** The task **
Every line of the entries below that includes "Bernardo" belongs in the answer, copied as written.

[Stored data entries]
---
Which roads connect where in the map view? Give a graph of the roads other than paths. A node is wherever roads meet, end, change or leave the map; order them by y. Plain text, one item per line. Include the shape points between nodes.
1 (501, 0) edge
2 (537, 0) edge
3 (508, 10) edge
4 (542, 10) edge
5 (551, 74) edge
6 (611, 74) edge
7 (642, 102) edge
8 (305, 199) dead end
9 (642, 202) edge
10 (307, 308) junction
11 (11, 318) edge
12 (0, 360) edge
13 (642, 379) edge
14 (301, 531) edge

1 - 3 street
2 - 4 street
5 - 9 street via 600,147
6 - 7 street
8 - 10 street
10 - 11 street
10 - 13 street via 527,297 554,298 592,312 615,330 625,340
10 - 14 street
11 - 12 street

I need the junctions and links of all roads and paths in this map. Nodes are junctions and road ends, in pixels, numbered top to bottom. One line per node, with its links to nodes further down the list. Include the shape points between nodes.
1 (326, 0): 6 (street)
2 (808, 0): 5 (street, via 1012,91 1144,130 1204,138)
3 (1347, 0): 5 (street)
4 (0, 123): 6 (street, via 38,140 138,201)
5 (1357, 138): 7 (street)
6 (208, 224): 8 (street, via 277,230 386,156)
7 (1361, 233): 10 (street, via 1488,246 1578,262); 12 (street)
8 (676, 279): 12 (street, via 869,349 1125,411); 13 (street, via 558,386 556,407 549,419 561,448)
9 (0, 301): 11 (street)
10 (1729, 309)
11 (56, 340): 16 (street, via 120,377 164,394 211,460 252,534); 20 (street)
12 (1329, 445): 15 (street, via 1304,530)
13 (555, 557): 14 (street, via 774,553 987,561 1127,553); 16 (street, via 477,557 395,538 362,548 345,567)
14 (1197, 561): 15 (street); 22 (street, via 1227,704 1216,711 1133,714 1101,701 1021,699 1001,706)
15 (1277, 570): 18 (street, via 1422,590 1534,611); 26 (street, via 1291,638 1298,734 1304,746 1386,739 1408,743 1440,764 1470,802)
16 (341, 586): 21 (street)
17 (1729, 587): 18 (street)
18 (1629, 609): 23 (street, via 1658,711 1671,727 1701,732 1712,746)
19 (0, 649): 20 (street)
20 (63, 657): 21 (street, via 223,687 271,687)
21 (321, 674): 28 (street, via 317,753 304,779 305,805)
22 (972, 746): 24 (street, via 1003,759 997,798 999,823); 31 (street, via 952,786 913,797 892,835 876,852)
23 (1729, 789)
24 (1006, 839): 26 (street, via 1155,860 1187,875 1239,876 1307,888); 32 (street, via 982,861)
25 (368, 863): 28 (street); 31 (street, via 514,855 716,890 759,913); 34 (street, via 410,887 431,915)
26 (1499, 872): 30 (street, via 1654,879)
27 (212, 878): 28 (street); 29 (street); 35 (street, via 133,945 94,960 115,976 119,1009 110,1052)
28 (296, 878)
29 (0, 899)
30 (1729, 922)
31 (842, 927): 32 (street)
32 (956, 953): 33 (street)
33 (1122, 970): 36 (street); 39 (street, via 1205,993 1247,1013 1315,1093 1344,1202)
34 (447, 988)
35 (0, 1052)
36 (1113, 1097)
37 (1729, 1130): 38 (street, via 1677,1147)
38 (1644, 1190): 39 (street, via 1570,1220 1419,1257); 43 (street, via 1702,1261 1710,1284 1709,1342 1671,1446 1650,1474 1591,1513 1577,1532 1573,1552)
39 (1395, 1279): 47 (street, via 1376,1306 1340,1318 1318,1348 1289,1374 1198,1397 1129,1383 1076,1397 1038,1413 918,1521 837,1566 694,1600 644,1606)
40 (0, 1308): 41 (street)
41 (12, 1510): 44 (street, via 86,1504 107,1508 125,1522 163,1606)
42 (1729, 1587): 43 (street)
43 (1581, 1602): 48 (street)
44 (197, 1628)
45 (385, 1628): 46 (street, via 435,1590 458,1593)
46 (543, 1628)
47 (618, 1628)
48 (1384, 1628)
---
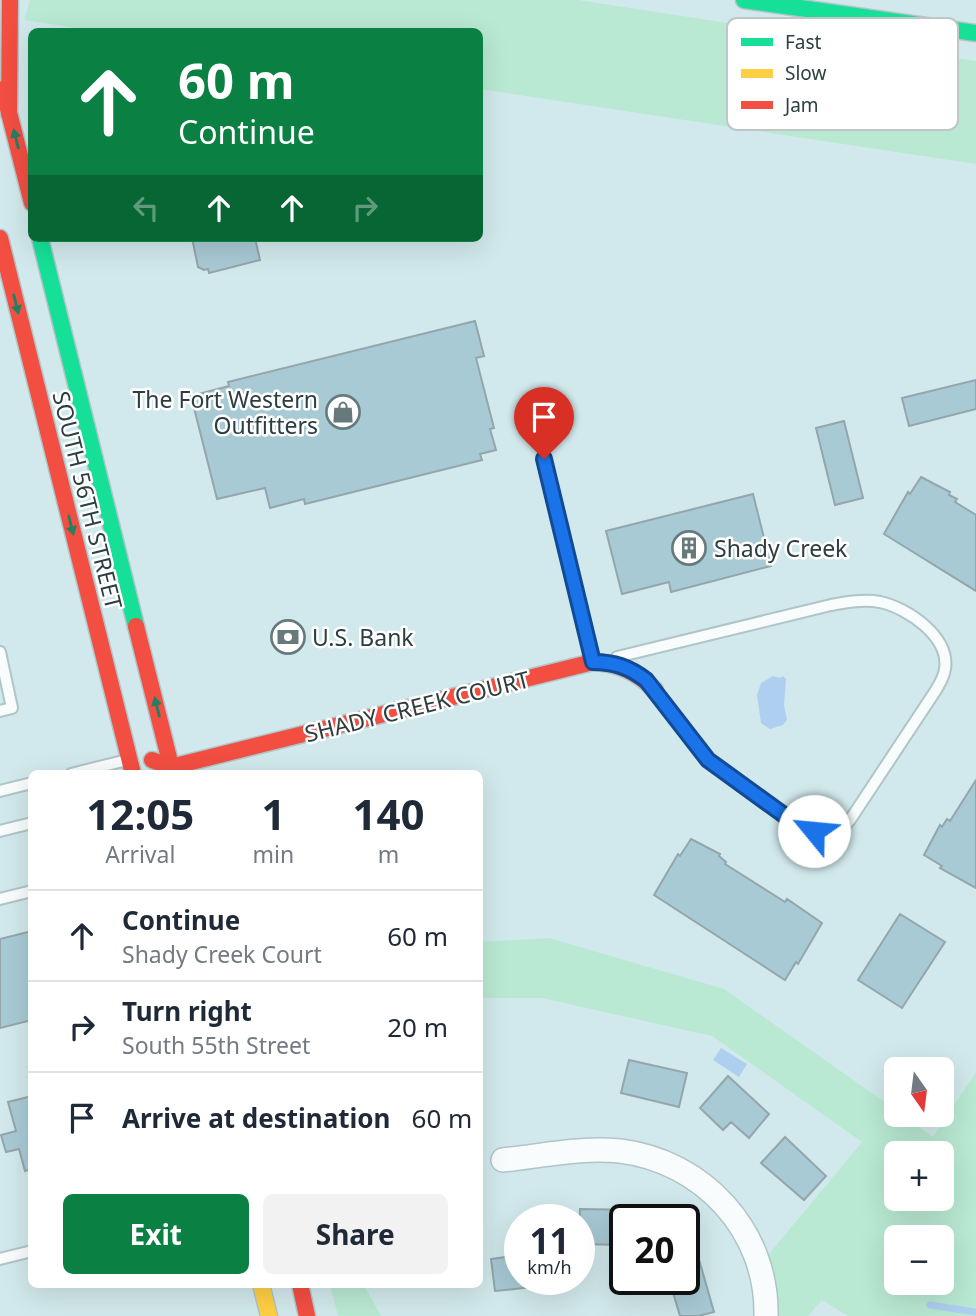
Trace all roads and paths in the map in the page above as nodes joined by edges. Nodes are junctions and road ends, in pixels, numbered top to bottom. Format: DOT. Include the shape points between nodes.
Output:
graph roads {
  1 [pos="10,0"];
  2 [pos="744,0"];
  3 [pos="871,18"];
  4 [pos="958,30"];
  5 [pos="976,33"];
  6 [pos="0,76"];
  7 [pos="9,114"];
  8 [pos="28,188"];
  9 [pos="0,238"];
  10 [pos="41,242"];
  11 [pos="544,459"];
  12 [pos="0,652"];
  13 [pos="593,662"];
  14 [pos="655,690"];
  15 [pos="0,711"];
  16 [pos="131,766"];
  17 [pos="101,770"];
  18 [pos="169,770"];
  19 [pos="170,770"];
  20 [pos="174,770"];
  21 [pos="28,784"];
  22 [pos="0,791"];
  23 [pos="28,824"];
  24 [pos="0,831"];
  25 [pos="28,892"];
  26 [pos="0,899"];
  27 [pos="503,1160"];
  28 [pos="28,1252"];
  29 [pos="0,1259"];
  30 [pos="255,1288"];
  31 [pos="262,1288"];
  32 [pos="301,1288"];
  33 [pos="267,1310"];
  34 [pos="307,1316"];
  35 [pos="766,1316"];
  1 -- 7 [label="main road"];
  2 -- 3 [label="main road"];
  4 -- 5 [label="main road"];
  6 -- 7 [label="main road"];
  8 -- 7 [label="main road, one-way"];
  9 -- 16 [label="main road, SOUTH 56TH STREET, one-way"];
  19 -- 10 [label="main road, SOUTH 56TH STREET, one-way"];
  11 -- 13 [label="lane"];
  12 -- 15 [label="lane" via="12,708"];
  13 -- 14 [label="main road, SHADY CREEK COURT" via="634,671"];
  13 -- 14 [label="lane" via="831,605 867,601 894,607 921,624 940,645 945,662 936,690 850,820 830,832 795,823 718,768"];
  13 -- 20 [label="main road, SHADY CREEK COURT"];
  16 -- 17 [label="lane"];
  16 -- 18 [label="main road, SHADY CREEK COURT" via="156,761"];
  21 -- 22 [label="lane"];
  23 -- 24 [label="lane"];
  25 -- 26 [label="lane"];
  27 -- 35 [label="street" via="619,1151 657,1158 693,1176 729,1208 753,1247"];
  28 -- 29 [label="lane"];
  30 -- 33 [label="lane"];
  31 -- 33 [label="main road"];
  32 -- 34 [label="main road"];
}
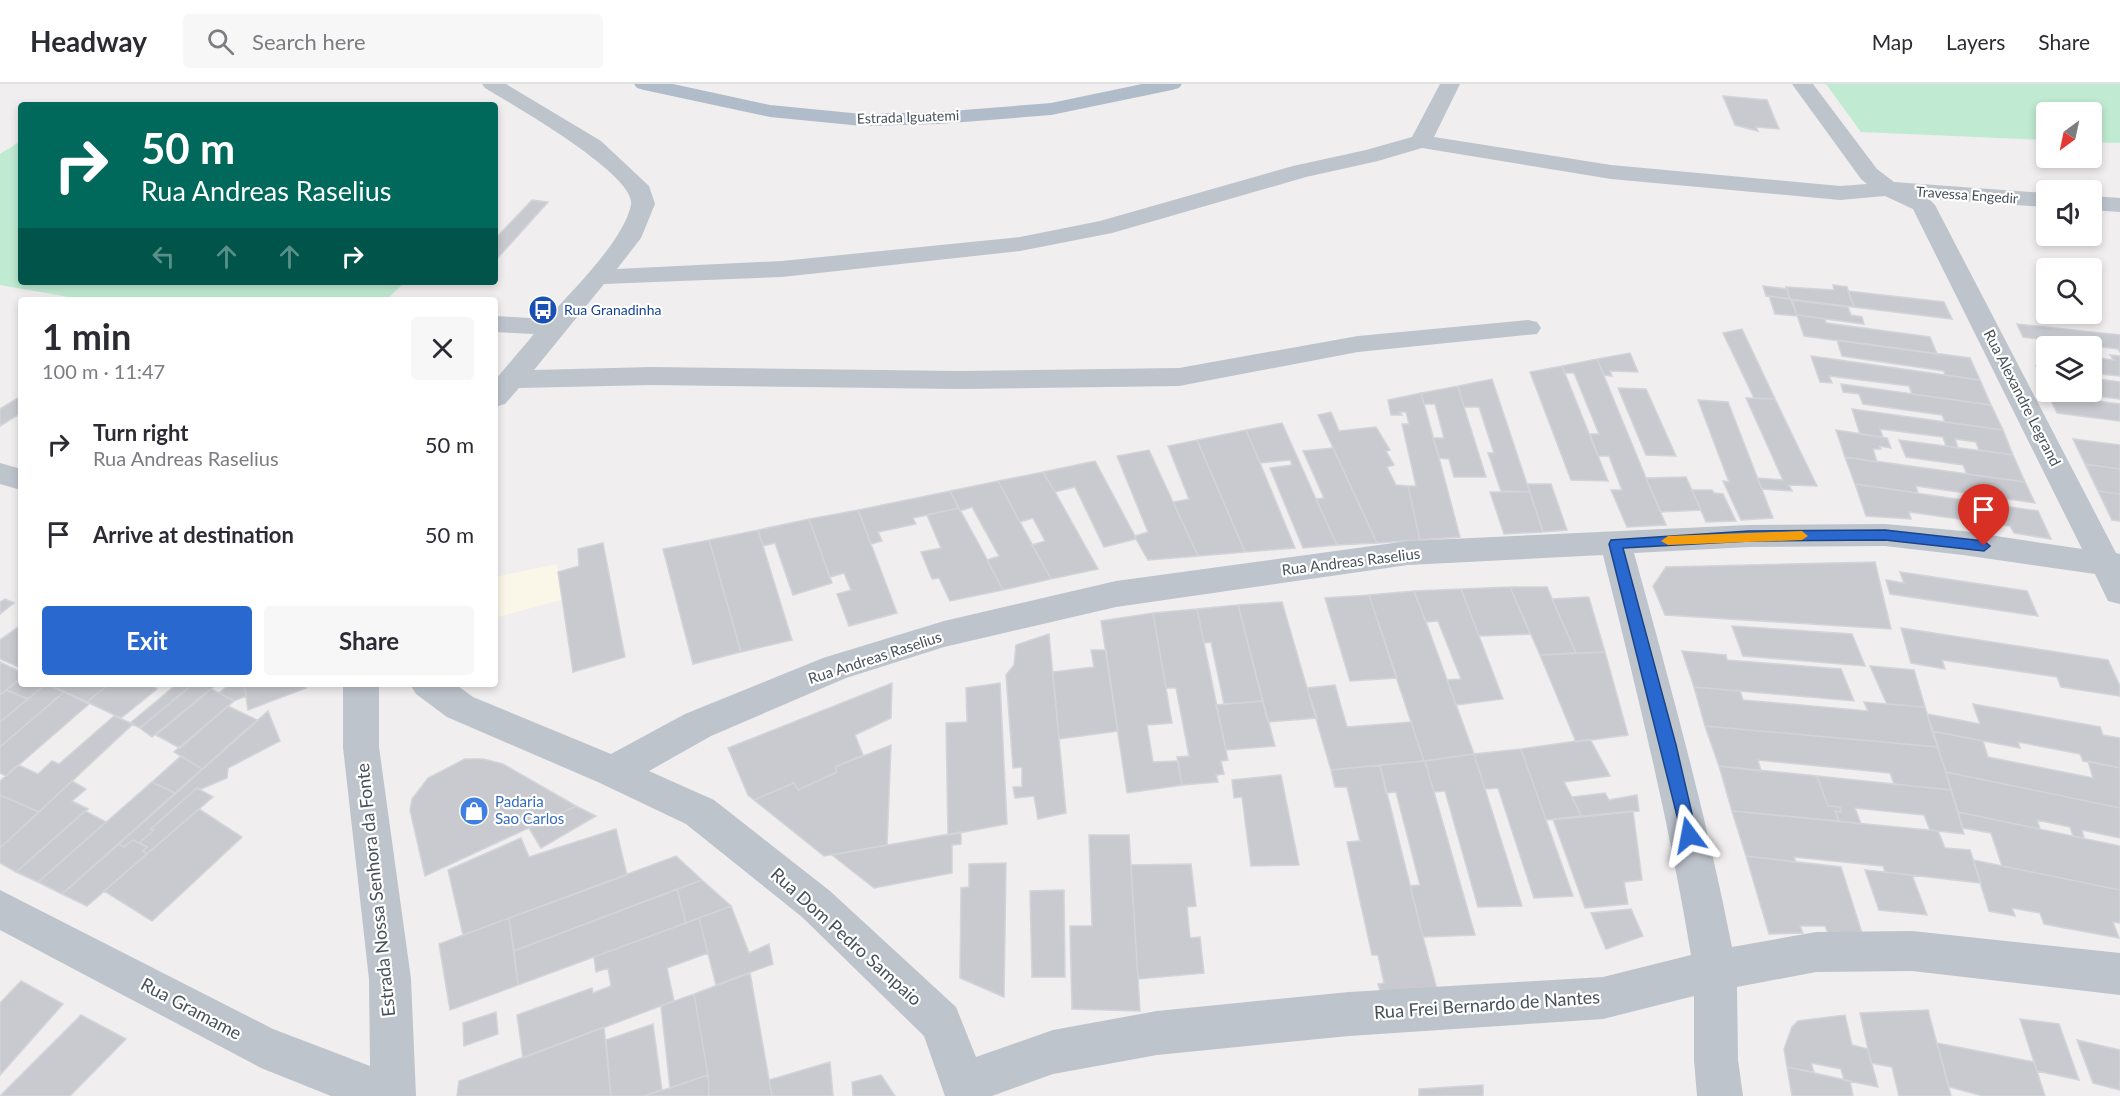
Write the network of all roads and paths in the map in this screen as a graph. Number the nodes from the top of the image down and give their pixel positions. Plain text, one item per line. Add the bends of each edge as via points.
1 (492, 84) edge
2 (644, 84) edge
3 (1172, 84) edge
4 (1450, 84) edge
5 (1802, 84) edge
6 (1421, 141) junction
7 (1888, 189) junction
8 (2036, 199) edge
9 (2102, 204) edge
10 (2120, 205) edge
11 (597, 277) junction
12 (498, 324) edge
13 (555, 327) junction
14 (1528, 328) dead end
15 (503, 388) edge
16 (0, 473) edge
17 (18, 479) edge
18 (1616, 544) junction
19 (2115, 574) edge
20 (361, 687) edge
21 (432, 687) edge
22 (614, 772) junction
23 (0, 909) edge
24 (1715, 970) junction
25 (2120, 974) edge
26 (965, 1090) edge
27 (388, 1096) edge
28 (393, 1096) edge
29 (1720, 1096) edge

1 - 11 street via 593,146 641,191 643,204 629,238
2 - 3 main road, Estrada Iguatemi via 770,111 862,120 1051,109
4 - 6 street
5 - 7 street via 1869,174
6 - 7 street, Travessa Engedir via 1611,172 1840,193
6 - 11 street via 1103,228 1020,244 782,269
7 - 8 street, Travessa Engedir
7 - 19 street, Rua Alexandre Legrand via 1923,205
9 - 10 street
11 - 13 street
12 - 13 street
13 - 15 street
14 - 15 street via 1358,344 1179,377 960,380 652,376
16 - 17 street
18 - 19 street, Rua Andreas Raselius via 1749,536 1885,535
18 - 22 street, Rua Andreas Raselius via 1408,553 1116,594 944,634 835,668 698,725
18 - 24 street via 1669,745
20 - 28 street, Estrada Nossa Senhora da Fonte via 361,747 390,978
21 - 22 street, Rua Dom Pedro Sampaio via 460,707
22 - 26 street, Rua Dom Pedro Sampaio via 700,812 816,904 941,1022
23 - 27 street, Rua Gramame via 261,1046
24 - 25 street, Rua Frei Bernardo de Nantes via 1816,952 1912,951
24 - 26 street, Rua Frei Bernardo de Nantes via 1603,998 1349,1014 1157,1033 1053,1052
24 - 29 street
---
** Response to the task **
24 - 25 street, Rua Frei Bernardo de Nantes via 1816,952 1912,951
24 - 26 street, Rua Frei Bernardo de Nantes via 1603,998 1349,1014 1157,1033 1053,1052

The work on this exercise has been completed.